◆ YOUR TASK: Reproduce the listing below without any change.

◆ SOURCE MATERIAL:
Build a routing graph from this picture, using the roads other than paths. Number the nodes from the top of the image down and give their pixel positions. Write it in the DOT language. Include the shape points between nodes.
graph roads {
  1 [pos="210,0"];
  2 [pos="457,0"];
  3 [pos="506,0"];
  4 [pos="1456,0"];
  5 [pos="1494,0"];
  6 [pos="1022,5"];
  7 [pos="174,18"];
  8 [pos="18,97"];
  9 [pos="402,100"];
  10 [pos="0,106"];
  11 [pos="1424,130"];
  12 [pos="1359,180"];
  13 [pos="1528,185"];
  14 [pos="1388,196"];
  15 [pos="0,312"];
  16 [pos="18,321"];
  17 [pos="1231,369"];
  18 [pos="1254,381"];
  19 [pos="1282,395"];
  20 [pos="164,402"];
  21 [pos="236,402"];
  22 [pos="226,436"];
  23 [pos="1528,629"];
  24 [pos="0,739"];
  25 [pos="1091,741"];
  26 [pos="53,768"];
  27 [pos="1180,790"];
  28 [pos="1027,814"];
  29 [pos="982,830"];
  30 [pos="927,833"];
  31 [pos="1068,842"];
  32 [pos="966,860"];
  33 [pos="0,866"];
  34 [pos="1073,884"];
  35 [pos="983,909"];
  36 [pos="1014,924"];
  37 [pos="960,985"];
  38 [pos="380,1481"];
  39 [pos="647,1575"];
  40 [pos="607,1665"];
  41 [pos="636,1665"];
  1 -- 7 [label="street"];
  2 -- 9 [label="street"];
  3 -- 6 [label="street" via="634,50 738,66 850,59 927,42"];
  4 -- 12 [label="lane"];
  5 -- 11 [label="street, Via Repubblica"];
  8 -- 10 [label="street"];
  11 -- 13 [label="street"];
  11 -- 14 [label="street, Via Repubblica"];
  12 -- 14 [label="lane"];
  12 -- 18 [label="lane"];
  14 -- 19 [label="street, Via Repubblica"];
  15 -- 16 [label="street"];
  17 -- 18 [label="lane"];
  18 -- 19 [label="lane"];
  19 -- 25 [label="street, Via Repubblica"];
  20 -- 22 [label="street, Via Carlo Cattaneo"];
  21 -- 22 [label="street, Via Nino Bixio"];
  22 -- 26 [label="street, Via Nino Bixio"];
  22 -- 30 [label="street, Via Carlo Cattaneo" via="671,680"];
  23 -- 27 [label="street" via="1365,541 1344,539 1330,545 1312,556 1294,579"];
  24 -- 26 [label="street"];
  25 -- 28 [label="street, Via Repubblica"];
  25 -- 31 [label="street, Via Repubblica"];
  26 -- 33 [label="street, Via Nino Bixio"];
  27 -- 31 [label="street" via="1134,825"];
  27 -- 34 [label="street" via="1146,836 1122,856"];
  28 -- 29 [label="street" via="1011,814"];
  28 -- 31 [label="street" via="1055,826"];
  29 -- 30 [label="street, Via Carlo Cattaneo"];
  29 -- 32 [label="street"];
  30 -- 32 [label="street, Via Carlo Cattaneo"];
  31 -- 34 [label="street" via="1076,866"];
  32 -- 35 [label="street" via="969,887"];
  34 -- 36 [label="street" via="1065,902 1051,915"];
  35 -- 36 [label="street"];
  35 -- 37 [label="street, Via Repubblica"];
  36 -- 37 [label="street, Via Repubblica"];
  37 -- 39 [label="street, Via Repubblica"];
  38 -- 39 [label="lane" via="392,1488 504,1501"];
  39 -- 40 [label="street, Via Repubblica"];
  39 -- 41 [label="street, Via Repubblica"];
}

◆ OUTPUT OF THE TASK:
Build a routing graph from this picture, using the roads other than paths. Number the nodes from the top of the image down and give their pixel positions. Write it in the DOT language. Include the shape points between nodes.
graph roads {
  1 [pos="210,0"];
  2 [pos="457,0"];
  3 [pos="506,0"];
  4 [pos="1456,0"];
  5 [pos="1494,0"];
  6 [pos="1022,5"];
  7 [pos="174,18"];
  8 [pos="18,97"];
  9 [pos="402,100"];
  10 [pos="0,106"];
  11 [pos="1424,130"];
  12 [pos="1359,180"];
  13 [pos="1528,185"];
  14 [pos="1388,196"];
  15 [pos="0,312"];
  16 [pos="18,321"];
  17 [pos="1231,369"];
  18 [pos="1254,381"];
  19 [pos="1282,395"];
  20 [pos="164,402"];
  21 [pos="236,402"];
  22 [pos="226,436"];
  23 [pos="1528,629"];
  24 [pos="0,739"];
  25 [pos="1091,741"];
  26 [pos="53,768"];
  27 [pos="1180,790"];
  28 [pos="1027,814"];
  29 [pos="982,830"];
  30 [pos="927,833"];
  31 [pos="1068,842"];
  32 [pos="966,860"];
  33 [pos="0,866"];
  34 [pos="1073,884"];
  35 [pos="983,909"];
  36 [pos="1014,924"];
  37 [pos="960,985"];
  38 [pos="380,1481"];
  39 [pos="647,1575"];
  40 [pos="607,1665"];
  41 [pos="636,1665"];
  1 -- 7 [label="street"];
  2 -- 9 [label="street"];
  3 -- 6 [label="street" via="634,50 738,66 850,59 927,42"];
  4 -- 12 [label="lane"];
  5 -- 11 [label="street, Via Repubblica"];
  8 -- 10 [label="street"];
  11 -- 13 [label="street"];
  11 -- 14 [label="street, Via Repubblica"];
  12 -- 14 [label="lane"];
  12 -- 18 [label="lane"];
  14 -- 19 [label="street, Via Repubblica"];
  15 -- 16 [label="street"];
  17 -- 18 [label="lane"];
  18 -- 19 [label="lane"];
  19 -- 25 [label="street, Via Repubblica"];
  20 -- 22 [label="street, Via Carlo Cattaneo"];
  21 -- 22 [label="street, Via Nino Bixio"];
  22 -- 26 [label="street, Via Nino Bixio"];
  22 -- 30 [label="street, Via Carlo Cattaneo" via="671,680"];
  23 -- 27 [label="street" via="1365,541 1344,539 1330,545 1312,556 1294,579"];
  24 -- 26 [label="street"];
  25 -- 28 [label="street, Via Repubblica"];
  25 -- 31 [label="street, Via Repubblica"];
  26 -- 33 [label="street, Via Nino Bixio"];
  27 -- 31 [label="street" via="1134,825"];
  27 -- 34 [label="street" via="1146,836 1122,856"];
  28 -- 29 [label="street" via="1011,814"];
  28 -- 31 [label="street" via="1055,826"];
  29 -- 30 [label="street, Via Carlo Cattaneo"];
  29 -- 32 [label="street"];
  30 -- 32 [label="street, Via Carlo Cattaneo"];
  31 -- 34 [label="street" via="1076,866"];
  32 -- 35 [label="street" via="969,887"];
  34 -- 36 [label="street" via="1065,902 1051,915"];
  35 -- 36 [label="street"];
  35 -- 37 [label="street, Via Repubblica"];
  36 -- 37 [label="street, Via Repubblica"];
  37 -- 39 [label="street, Via Repubblica"];
  38 -- 39 [label="lane" via="392,1488 504,1501"];
  39 -- 40 [label="street, Via Repubblica"];
  39 -- 41 [label="street, Via Repubblica"];
}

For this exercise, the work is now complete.